Flink from entry to real fragrance (5, Flink various data conversion operations (transform))

map:

val streamMap = stream.map { x=> x*2}

flatMap

That is, the nested collection is converted and flattened into a non-nested collection.
For example: If a List wants to break up and extract data separated by spaces, you can do this:
List("ab", "cd").flatMap(line => line. The
final result of split(" ")) is: List(a,b,c,d
val streamFlatMap = stream.flatMap{
x => x.split(" ")
}

filter

It is similar to if for filtering, giving a lambda expression, and returning a value of type bool. According to whether the final result is true, it is judged whether the current result is retained
val streamFilter = stream.filter{
x => x == 1
}

KeyBy is
Flink from entry to real fragrance (5, Flink various data conversion operations (transform))
first grouped and then aggregated.
DataStream -> KeyedStream: Logically split a stream into disjoint partitions. Each partition contains the same key element and is implemented internally in the form of a hash.

Rolling aggregation operators (Rolling Aggregation)
These operators can perform aggregation for each branch of KeyedStream.
sum()
min()
max()
minBy()
maxBy()

Reduce

Split and Select

Split

DataStream -> SplitStream: According to certain characteristics, split a DataStram into two or more DataStreams

Select

Flink from entry to real fragrance (5, Flink various data conversion operations (transform))
SplitStream->DataStream: Obtain one or more DataStreams from a SplitStream.

Requirements: The sensor data is divided into two streams according to the temperature (30 degrees as the boundary).

Connect and CoMap

Streams are merged, but only the two streams are merged into one stream. The merged two streams are still independent and do not affect each other.

Flink from entry to real fragrance (5, Flink various data conversion operations (transform))

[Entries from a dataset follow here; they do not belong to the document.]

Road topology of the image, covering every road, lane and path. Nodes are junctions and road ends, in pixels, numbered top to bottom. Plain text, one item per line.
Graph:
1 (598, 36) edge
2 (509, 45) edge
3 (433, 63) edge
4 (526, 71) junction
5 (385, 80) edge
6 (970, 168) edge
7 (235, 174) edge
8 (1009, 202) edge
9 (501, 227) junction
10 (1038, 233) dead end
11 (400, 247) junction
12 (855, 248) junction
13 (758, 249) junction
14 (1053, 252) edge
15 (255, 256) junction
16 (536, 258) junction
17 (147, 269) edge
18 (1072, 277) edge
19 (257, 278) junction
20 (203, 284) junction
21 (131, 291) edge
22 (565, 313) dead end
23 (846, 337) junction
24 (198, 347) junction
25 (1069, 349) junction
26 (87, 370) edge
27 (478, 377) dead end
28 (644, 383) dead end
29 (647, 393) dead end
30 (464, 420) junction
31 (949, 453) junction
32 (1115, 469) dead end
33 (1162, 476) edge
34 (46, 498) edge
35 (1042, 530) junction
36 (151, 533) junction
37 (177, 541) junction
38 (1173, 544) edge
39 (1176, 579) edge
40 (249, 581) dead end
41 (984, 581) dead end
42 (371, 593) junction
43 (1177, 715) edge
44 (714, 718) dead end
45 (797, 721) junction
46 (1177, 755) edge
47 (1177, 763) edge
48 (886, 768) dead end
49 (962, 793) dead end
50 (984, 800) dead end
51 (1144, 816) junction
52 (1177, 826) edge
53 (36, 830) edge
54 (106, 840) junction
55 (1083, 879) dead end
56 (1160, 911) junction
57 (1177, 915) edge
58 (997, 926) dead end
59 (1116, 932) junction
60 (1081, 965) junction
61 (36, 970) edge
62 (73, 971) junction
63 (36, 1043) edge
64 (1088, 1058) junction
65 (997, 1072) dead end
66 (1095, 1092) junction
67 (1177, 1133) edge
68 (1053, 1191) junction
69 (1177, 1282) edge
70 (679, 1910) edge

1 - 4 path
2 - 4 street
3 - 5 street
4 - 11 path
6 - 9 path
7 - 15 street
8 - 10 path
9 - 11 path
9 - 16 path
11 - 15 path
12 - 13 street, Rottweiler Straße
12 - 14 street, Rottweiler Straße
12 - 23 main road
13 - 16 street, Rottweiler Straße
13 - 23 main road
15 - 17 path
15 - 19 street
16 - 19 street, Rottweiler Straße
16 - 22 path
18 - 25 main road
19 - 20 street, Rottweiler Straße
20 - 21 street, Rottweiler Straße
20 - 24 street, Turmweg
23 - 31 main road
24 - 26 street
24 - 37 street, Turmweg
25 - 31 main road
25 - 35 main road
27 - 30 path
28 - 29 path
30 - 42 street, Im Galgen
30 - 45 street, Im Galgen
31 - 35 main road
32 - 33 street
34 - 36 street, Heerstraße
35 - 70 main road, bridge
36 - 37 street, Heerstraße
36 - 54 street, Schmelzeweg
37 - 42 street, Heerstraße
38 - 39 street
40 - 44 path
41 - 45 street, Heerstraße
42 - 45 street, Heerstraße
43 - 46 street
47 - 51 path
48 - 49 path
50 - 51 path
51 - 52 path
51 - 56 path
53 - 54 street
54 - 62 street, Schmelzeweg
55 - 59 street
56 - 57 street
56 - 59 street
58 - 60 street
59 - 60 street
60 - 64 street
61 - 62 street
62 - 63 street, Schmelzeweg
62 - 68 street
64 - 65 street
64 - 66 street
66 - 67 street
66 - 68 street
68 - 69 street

DataStream, DataStream -> ConnectedStreams: Connect two data streams that maintain their types. After the two data streams are Connected, they are only placed in the same stream. The internal data and forms of the two data streams remain unchanged. The streams are independent of each other.
CoMap,CoFlatMap

Flink from entry to real fragrance (5, Flink various data conversion operations (transform))

ConnectedStreams -> DataStream: Acting on ConnectedStreams, the function is the same as map and flatMap, each Stream in ConnectedStreams is processed with map and flatMap respectively.

Union

Stream merging is to directly merge the data of two streams into one stream. The data of the two streams must be consistent, otherwise it cannot be used.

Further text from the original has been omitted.